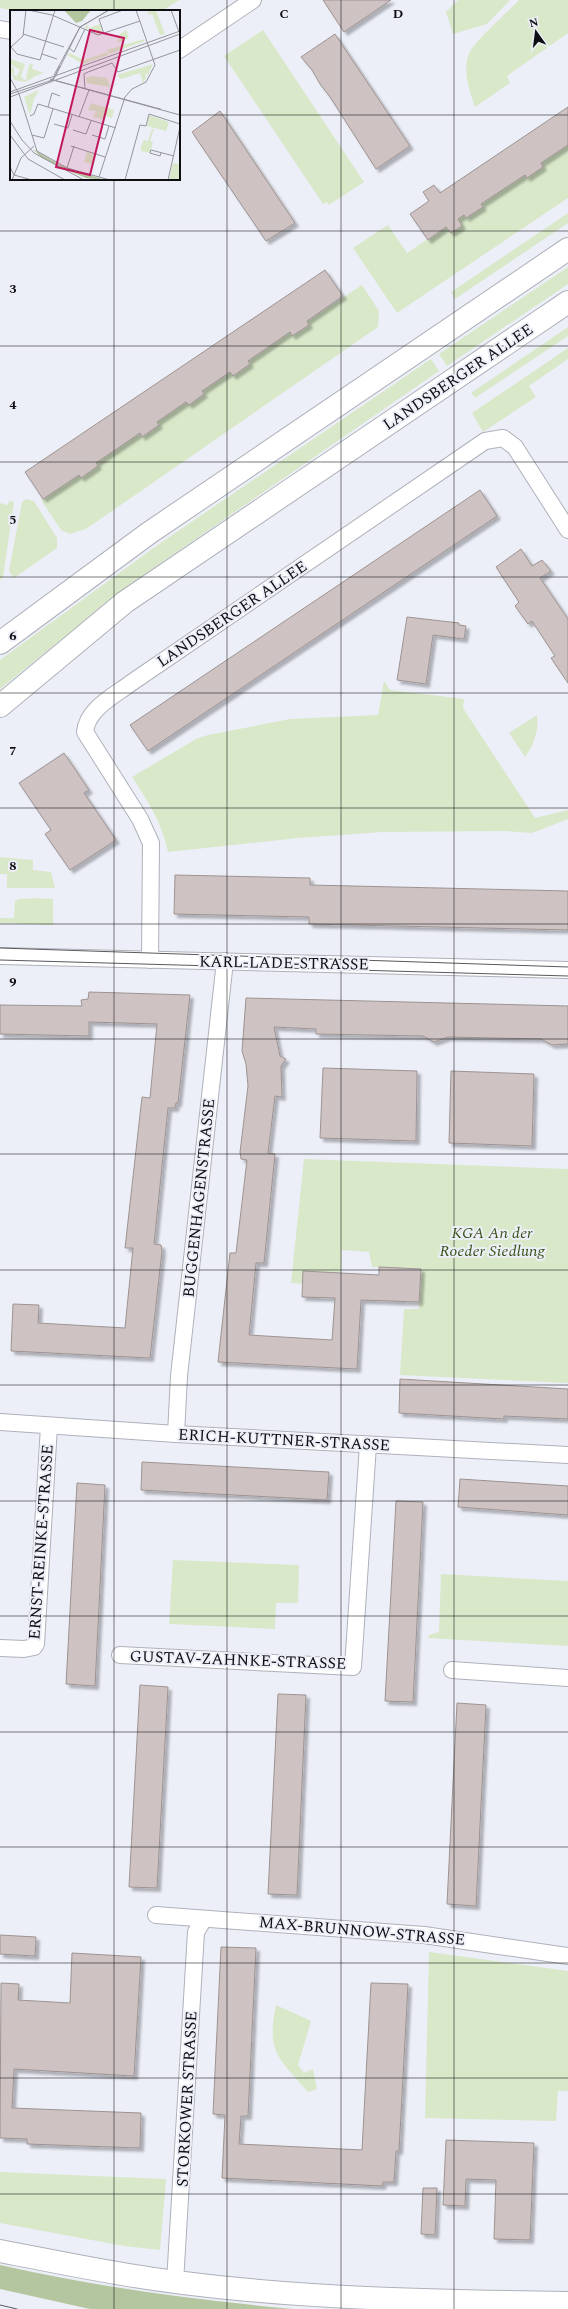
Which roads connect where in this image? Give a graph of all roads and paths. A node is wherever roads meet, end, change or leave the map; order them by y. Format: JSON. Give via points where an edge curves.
{"nodes":[{"id":1,"x":243,"y":3,"type":"edge"},
{"id":2,"x":0,"y":29,"type":"edge"},
{"id":3,"x":10,"y":31,"type":"edge"},
{"id":4,"x":180,"y":49,"type":"edge"},
{"id":5,"x":568,"y":249,"type":"edge"},
{"id":6,"x":568,"y":302,"type":"edge"},
{"id":7,"x":568,"y":530,"type":"edge"},
{"id":8,"x":0,"y":643,"type":"edge"},
{"id":9,"x":0,"y":706,"type":"edge"},
{"id":10,"x":0,"y":956,"type":"edge"},
{"id":11,"x":150,"y":960,"type":"junction"},
{"id":12,"x":225,"y":961,"type":"junction"},
{"id":13,"x":568,"y":970,"type":"edge"},
{"id":14,"x":0,"y":1422,"type":"edge"},
{"id":15,"x":49,"y":1426,"type":"junction"},
{"id":16,"x":176,"y":1434,"type":"junction"},
{"id":17,"x":368,"y":1445,"type":"junction"},
{"id":18,"x":568,"y":1455,"type":"edge"},
{"id":19,"x":0,"y":1648,"type":"edge"},
{"id":20,"x":120,"y":1655,"type":"dead end"},
{"id":21,"x":452,"y":1670,"type":"dead end"},
{"id":22,"x":568,"y":1678,"type":"edge"},
{"id":23,"x":156,"y":1915,"type":"dead end"},
{"id":24,"x":204,"y":1919,"type":"junction"},
{"id":25,"x":568,"y":1956,"type":"edge"},
{"id":26,"x":0,"y":2250,"type":"edge"},
{"id":27,"x":175,"y":2282,"type":"junction"},
{"id":28,"x":568,"y":2303,"type":"edge"}],
"edges":[{"from":1,"to":4,"type":"street"},
{"from":2,"to":3,"type":"street"},
{"from":5,"to":8,"type":"main road","via":[[149,533]]},
{"from":6,"to":9,"type":"main road","name":"LANDSBERGER ALLEE","via":[[125,602]]},
{"from":7,"to":11,"type":"street","name":"LANDSBERGER ALLEE","via":[[515,447],[503,438],[485,441],[131,682],[91,714],[85,732],[140,819],[150,843]]},
{"from":10,"to":11,"type":"street","name":"KARL-LADE-STRASSE"},
{"from":11,"to":12,"type":"street","name":"KARL-LADE-STRASSE"},
{"from":12,"to":13,"type":"street","name":"KARL-LADE-STRASSE"},
{"from":12,"to":16,"type":"street","name":"BUGGENHAGENSTRASSE","via":[[179,1376]]},
{"from":14,"to":15,"type":"street","name":"ERICH-KUTTNER-STRASSE"},
{"from":15,"to":16,"type":"street","name":"ERICH-KUTTNER-STRASSE"},
{"from":15,"to":19,"type":"street","name":"ERNST-REINKE-STRASSE","via":[[36,1644],[24,1649]]},
{"from":16,"to":17,"type":"street","name":"ERICH-KUTTNER-STRASSE"},
{"from":17,"to":18,"type":"street","name":"ERICH-KUTTNER-STRASSE"},
{"from":17,"to":20,"type":"street","name":"GUSTAV-ZAHNKE-STRASSE","via":[[353,1667]]},
{"from":21,"to":22,"type":"street"},
{"from":23,"to":24,"type":"street","name":"MAX-BRUNNOW-STRASSE"},
{"from":24,"to":25,"type":"street","name":"MAX-BRUNNOW-STRASSE","via":[[424,1935]]},
{"from":24,"to":27,"type":"street","name":"STORKOWER STRASSE","via":[[196,1932]]},
{"from":26,"to":27,"type":"main road","via":[[84,2268]]},
{"from":27,"to":28,"type":"main road","via":[[382,2300]]}]}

AIM OF THE TASK:
Check every line of the material for the string "ERICH" and give the number of lines that have it, without anything else.

ANSWER:
4